What is needed — Return each line of the data that follows exactly as it reads.
·····
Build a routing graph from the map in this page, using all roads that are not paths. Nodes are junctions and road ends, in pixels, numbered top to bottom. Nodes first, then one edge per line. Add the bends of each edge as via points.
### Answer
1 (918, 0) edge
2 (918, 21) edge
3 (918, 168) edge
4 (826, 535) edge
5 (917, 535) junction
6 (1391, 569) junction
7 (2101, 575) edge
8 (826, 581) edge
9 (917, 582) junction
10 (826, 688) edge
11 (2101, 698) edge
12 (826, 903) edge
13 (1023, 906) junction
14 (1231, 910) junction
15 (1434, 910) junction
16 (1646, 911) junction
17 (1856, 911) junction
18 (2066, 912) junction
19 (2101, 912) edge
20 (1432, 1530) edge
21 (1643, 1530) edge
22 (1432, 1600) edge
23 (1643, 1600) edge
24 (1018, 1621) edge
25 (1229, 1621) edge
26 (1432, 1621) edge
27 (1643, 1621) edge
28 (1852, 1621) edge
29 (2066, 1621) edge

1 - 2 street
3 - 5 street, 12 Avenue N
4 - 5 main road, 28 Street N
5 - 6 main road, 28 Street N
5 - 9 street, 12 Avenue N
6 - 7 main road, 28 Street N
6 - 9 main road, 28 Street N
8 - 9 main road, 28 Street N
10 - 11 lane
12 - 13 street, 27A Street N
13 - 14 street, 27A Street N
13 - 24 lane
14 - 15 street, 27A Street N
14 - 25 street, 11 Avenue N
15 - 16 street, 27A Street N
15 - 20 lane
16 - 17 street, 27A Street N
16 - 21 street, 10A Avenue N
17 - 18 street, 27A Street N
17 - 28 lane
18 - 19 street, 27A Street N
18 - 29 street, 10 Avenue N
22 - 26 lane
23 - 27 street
·····
Exercise answer —
Build a routing graph from the map in this page, using all roads that are not paths. Nodes are junctions and road ends, in pixels, numbered top to bottom. Nodes first, then one edge per line. Add the bends of each edge as via points.
### Answer
1 (918, 0) edge
2 (918, 21) edge
3 (918, 168) edge
4 (826, 535) edge
5 (917, 535) junction
6 (1391, 569) junction
7 (2101, 575) edge
8 (826, 581) edge
9 (917, 582) junction
10 (826, 688) edge
11 (2101, 698) edge
12 (826, 903) edge
13 (1023, 906) junction
14 (1231, 910) junction
15 (1434, 910) junction
16 (1646, 911) junction
17 (1856, 911) junction
18 (2066, 912) junction
19 (2101, 912) edge
20 (1432, 1530) edge
21 (1643, 1530) edge
22 (1432, 1600) edge
23 (1643, 1600) edge
24 (1018, 1621) edge
25 (1229, 1621) edge
26 (1432, 1621) edge
27 (1643, 1621) edge
28 (1852, 1621) edge
29 (2066, 1621) edge

1 - 2 street
3 - 5 street, 12 Avenue N
4 - 5 main road, 28 Street N
5 - 6 main road, 28 Street N
5 - 9 street, 12 Avenue N
6 - 7 main road, 28 Street N
6 - 9 main road, 28 Street N
8 - 9 main road, 28 Street N
10 - 11 lane
12 - 13 street, 27A Street N
13 - 14 street, 27A Street N
13 - 24 lane
14 - 15 street, 27A Street N
14 - 25 street, 11 Avenue N
15 - 16 street, 27A Street N
15 - 20 lane
16 - 17 street, 27A Street N
16 - 21 street, 10A Avenue N
17 - 18 street, 27A Street N
17 - 28 lane
18 - 19 street, 27A Street N
18 - 29 street, 10 Avenue N
22 - 26 lane
23 - 27 street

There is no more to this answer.